Stored data
-------------------------

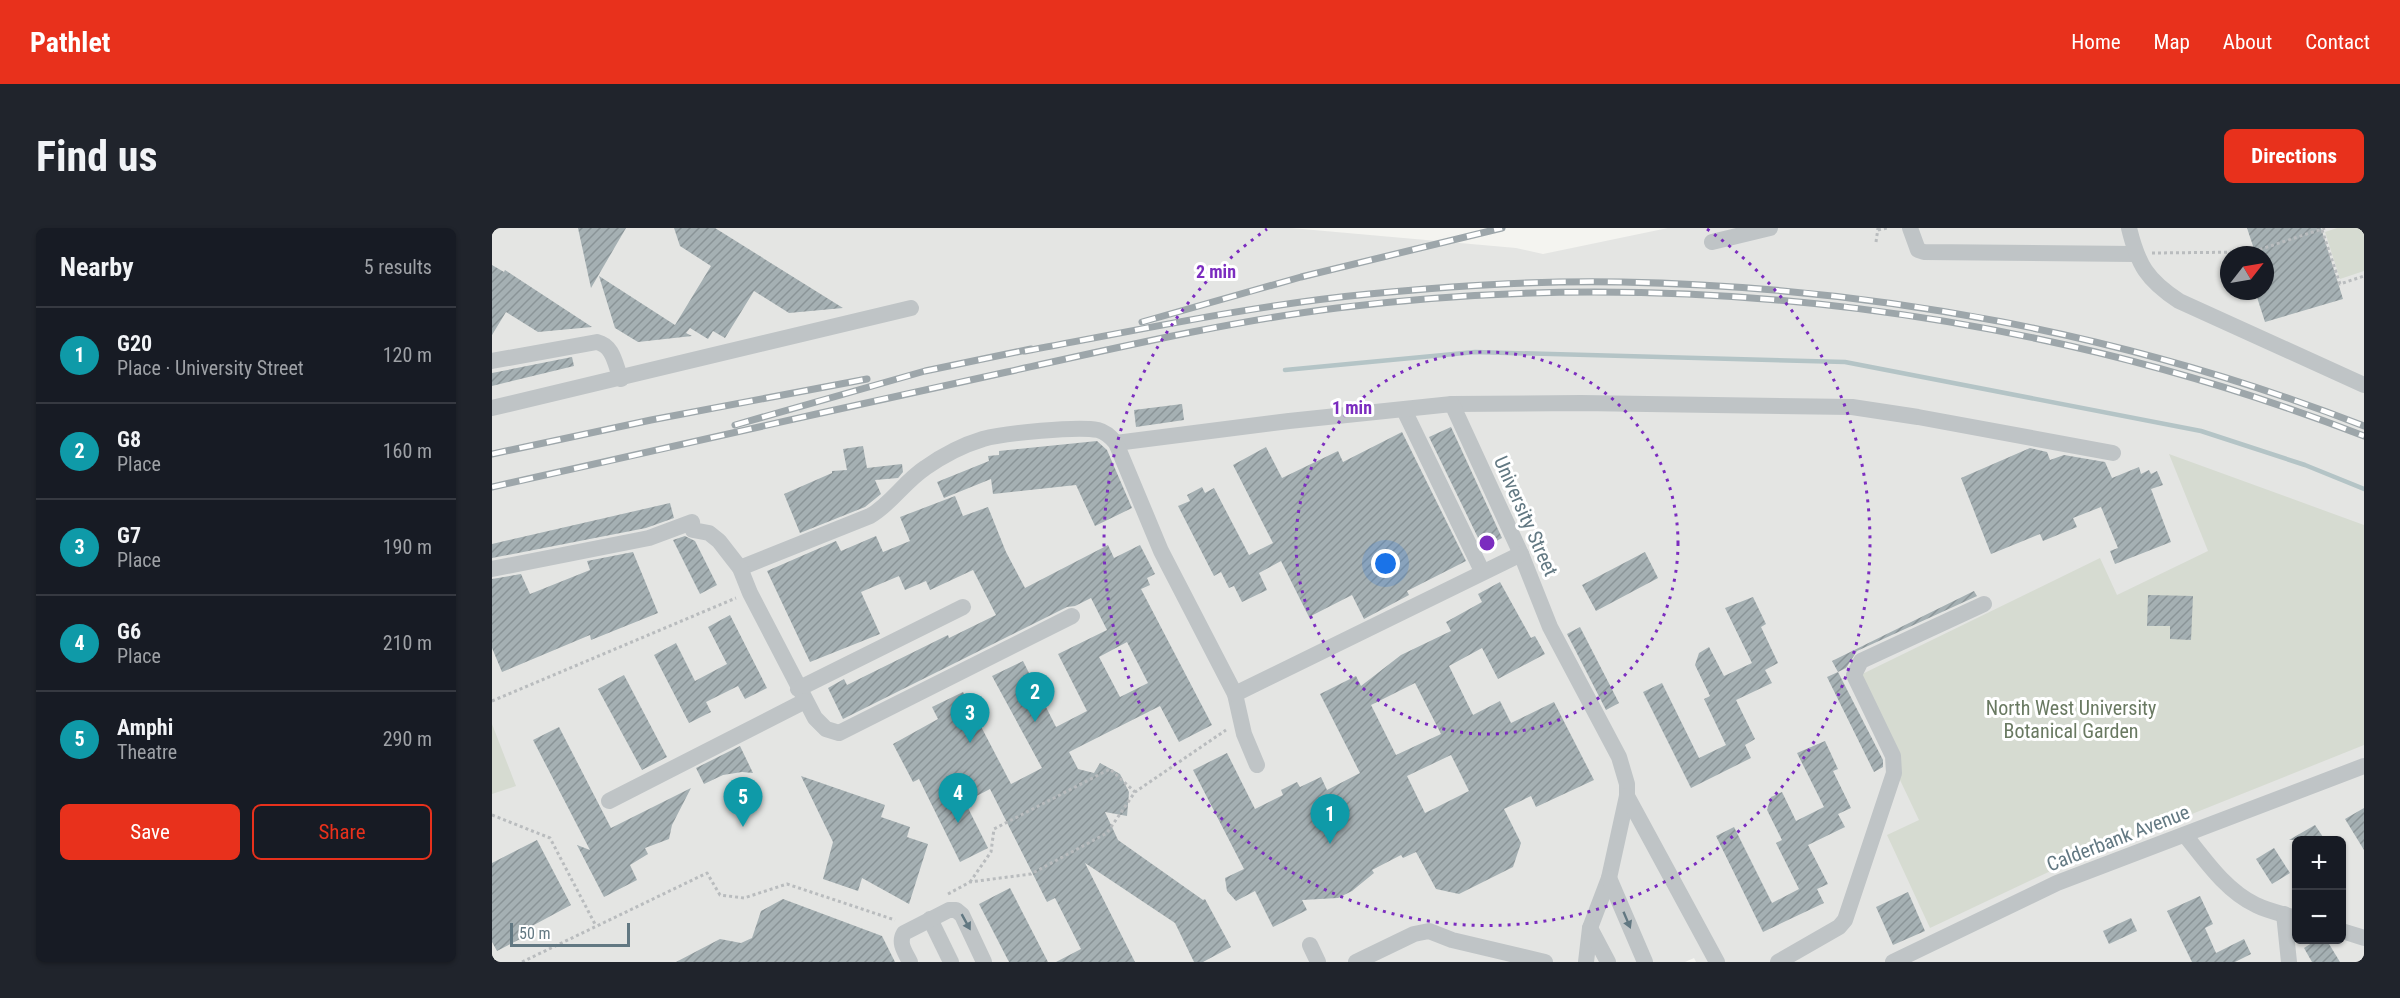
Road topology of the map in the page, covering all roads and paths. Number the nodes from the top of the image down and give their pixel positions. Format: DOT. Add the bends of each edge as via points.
graph roads {
  1 [pos="1770,228"];
  2 [pos="1887,228"];
  3 [pos="1910,228"];
  4 [pos="2129,228"];
  5 [pos="1878,229"];
  6 [pos="2323,229"];
  7 [pos="1712,242"];
  8 [pos="1876,242"];
  9 [pos="2135,254"];
  10 [pos="2364,276"];
  11 [pos="911,308"];
  12 [pos="492,362"];
  13 [pos="621,379"];
  14 [pos="2364,385"];
  15 [pos="1452,404"];
  16 [pos="492,408"];
  17 [pos="1404,410"];
  18 [pos="1116,443"];
  19 [pos="2113,453"];
  20 [pos="1521,554"];
  21 [pos="492,568"];
  22 [pos="740,568"];
  23 [pos="1482,571"];
  24 [pos="750,593"];
  25 [pos="1984,604"];
  26 [pos="963,607"];
  27 [pos="1072,616"];
  28 [pos="1235,694"];
  29 [pos="802,695"];
  30 [pos="492,701"];
  31 [pos="1240,721"];
  32 [pos="1257,765"];
  33 [pos="2364,766"];
  34 [pos="1135,792"];
  35 [pos="1627,796"];
  36 [pos="609,801"];
  37 [pos="492,815"];
  38 [pos="2185,835"];
  39 [pos="1610,878"];
  40 [pos="970,882"];
  41 [pos="940,899"];
  42 [pos="2290,916"];
  43 [pos="930,919"];
  44 [pos="899,921"];
  45 [pos="596,926"];
  46 [pos="1590,928"];
  47 [pos="2346,932"];
  48 [pos="2364,938"];
  49 [pos="1310,945"];
  50 [pos="522,962"];
  51 [pos="910,962"];
  52 [pos="951,962"];
  53 [pos="984,962"];
  54 [pos="1318,962"];
  55 [pos="1356,962"];
  56 [pos="1545,962"];
  57 [pos="1586,962"];
  58 [pos="1608,962"];
  59 [pos="1645,962"];
  60 [pos="1717,962"];
  61 [pos="1778,962"];
  62 [pos="1893,962"];
  63 [pos="2289,962"];
  1 -- 7 [label="street"];
  2 -- 5 [label="path"];
  3 -- 9 [label="street" via="1918,250 1924,252"];
  4 -- 9 [label="street"];
  5 -- 8 [label="path"];
  6 -- 9 [label="path" via="2252,252"];
  6 -- 10 [label="path" via="2340,284"];
  9 -- 14 [label="street" via="2150,279 2180,301"];
  11 -- 13 [label="street"];
  12 -- 13 [label="street" via="597,342 609,348"];
  13 -- 16 [label="street"];
  15 -- 17 [label="street"];
  15 -- 19 [label="street" via="1852,407"];
  15 -- 20 [label="street, University Street"];
  17 -- 18 [label="street"];
  17 -- 23 [label="street"];
  18 -- 22 [label="street" via="1109,435 1089,429 983,439 927,466 870,516"];
  18 -- 28 [label="street" via="1161,551"];
  20 -- 23 [label="street"];
  20 -- 35 [label="street, University Street" via="1550,627 1619,757"];
  21 -- 22 [label="street" via="649,538 692,522 693,530 709,533 719,541"];
  22 -- 24 [label="street"];
  23 -- 28 [label="street"];
  24 -- 29 [label="street"];
  24 -- 30 [label="path"];
  25 -- 61 [label="street" via="1856,667 1854,675 1893,756 1894,773 1845,920"];
  26 -- 29 [label="street"];
  27 -- 29 [label="street" via="839,733 826,729 814,718"];
  28 -- 31 [label="street"];
  29 -- 36 [label="street"];
  31 -- 32 [label="street"];
  31 -- 34 [label="path"];
  33 -- 38 [label="street, Calderbank Avenue"];
  34 -- 40 [label="path" via="1107,833 1031,874"];
  34 -- 40 [label="path" via="1110,769 994,829 991,852"];
  35 -- 39 [label="street, University Street"];
  35 -- 60 [label="street"];
  37 -- 45 [label="path" via="550,838"];
  38 -- 42 [label="street" via="2236,892 2257,906"];
  38 -- 62 [label="street, Calderbank Avenue" via="2057,883"];
  39 -- 46 [label="street, University Street"];
  39 -- 59 [label="street, one-way"];
  40 -- 41 [label="path"];
  42 -- 63 [label="street"];
  43 -- 51 [label="street" via="911,927 901,939"];
  43 -- 52 [label="street"];
  43 -- 53 [label="street, one-way" via="957,910"];
  44 -- 45 [label="path" via="787,884 744,898 720,895 707,873"];
  45 -- 50 [label="path"];
  46 -- 57 [label="street, University Street"];
  46 -- 58 [label="street"];
  47 -- 48 [label="street"];
  49 -- 54 [label="street"];
  55 -- 56 [label="street" via="1414,934 1429,932"];
}
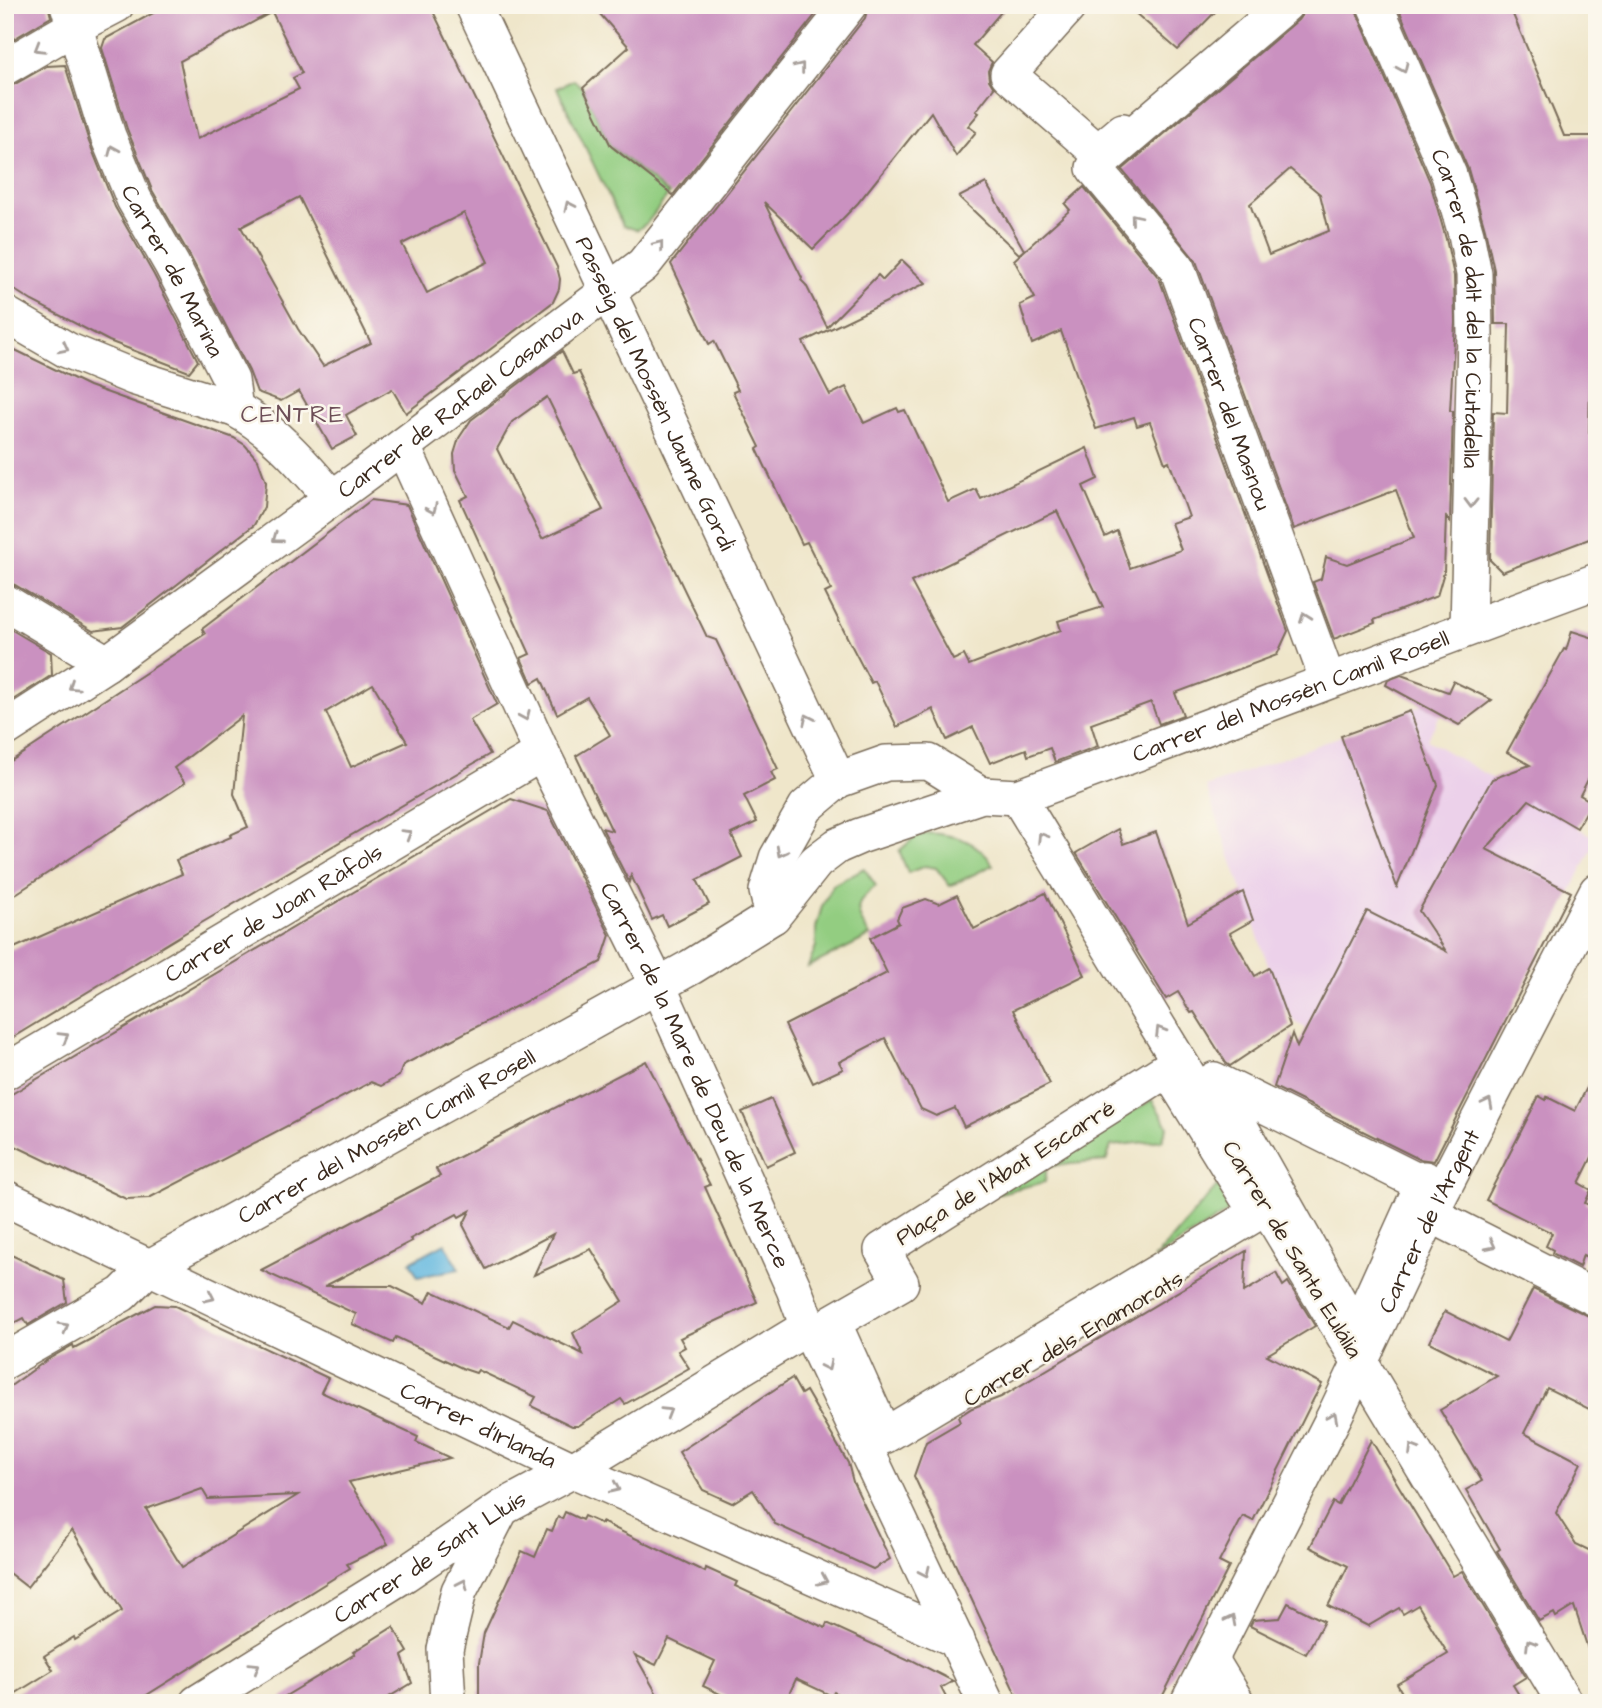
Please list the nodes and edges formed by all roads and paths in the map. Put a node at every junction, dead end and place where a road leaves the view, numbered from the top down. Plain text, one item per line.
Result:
1 (117, 5) edge
2 (473, 5) edge
3 (849, 5) edge
4 (1066, 5) edge
5 (1261, 5) edge
6 (1285, 5) edge
7 (1375, 5) edge
8 (71, 16) edge
9 (5, 68) edge
10 (608, 290) junction
11 (5, 314) edge
12 (235, 410) junction
13 (403, 447) junction
14 (332, 498) junction
15 (1597, 581) edge
16 (5, 602) edge
17 (1468, 628) junction
18 (107, 663) junction
19 (1328, 681) junction
20 (5, 729) edge
21 (542, 753) junction
22 (890, 777) junction
23 (838, 780) junction
24 (982, 795) junction
25 (1018, 797) junction
26 (806, 807) junction
27 (848, 841) junction
28 (1597, 891) edge
29 (773, 916) junction
30 (657, 984) junction
31 (1168, 1069) joint
32 (5, 1072) edge
33 (1425, 1179) joint
34 (5, 1198) edge
35 (1430, 1214) junction
36 (1275, 1220) junction
37 (148, 1268) junction
38 (1597, 1299) edge
39 (808, 1327) junction
40 (5, 1361) edge
41 (1361, 1362) junction
42 (870, 1457) junction
43 (573, 1470) junction
44 (502, 1508) junction
45 (957, 1640) junction
46 (1211, 1660) junction
47 (197, 1703) edge
48 (448, 1703) edge
49 (986, 1703) edge
50 (1188, 1703) edge
51 (1237, 1703) edge
52 (1565, 1703) edge

1 - 8 street
10 -> 2 street, Passeig del Mossèn Jaume Gordi
10 -> 3 street, Carrer de Rafael Casanova
4 - 5 street
19 -> 6 street, Carrer del Masnou
7 -> 17 street, Carrer de dalt del la Ciutadella
8 -> 9 street
12 -> 8 street, Carrer de Marina
10 - 13 street, Carrer de Rafael Casanova
23 -> 10 street, Passeig del Mossèn Jaume Gordi
11 -> 12 street
12 - 14 street
13 - 14 street, Carrer de Rafael Casanova
13 -> 21 street, Carrer de la Mare de Deu de la Merce
14 -> 18 street, Carrer de Rafael Casanova
15 - 17 street, Carrer del Mossèn Camil Rosell
16 - 18 street
17 - 19 street, Carrer del Mossèn Camil Rosell
18 -> 20 street, Carrer de Rafael Casanova
19 - 25 street, Carrer del Mossèn Camil Rosell
21 - 30 street, Carrer de la Mare de Deu de la Merce
32 -> 21 street, Carrer de Joan Ràfols
22 - 23 street, Carrer del Mossèn Camil Rosell
22 - 24 street, Carrer del Mossèn Camil Rosell
22 - 27 street
23 - 26 street, Carrer del Mossèn Camil Rosell
24 - 25 street, Carrer del Mossèn Camil Rosell
24 - 27 street, Carrer del Mossèn Camil Rosell
36 -> 25 street, Carrer de Santa Eulália
26 - 27 street
26 -> 29 street, Carrer del Mossèn Camil Rosell
27 - 29 street, Carrer del Mossèn Camil Rosell
35 -> 28 street, Carrer de l'Argent
29 - 30 street, Carrer del Mossèn Camil Rosell
30 - 37 street, Carrer del Mossèn Camil Rosell
30 - 39 street, Carrer de la Mare de Deu de la Merce
31 - 31 street, Plaça de l'Abat Escarré
33 - 33 street
34 - 37 street, Carrer d'Irlanda
35 -> 38 street
35 - 41 street, Carrer de l'Argent
36 - 41 street, Carrer de Santa Eulália
36 - 42 street, Carrer dels Enamorats
40 -> 37 street, Carrer del Mossèn Camil Rosell
37 -> 43 street, Carrer d'Irlanda
39 -> 42 street, Carrer de la Mare de Deu de la Merce
43 -> 39 street, Carrer de Sant Lluís
46 -> 41 street, Carrer de l'Argent
52 -> 41 street, Carrer de Santa Eulália
42 -> 45 street, Carrer de la Mare de Deu de la Merce
43 - 44 street, Carrer de Sant Lluís
43 -> 45 street, Carrer d'Irlanda
47 -> 44 street, Carrer de Sant Lluís
48 -> 44 street
45 - 49 street, Carrer de la Mare de Deu de la Merce
46 - 50 street, Carrer de l'Argent
46 - 51 street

-------------------------

> **WHAT THIS TASK INVOLVES**:
One number only, please: the count of lines in the data that hold the word "Rafael".

> **EXERCISE RESULT**:
5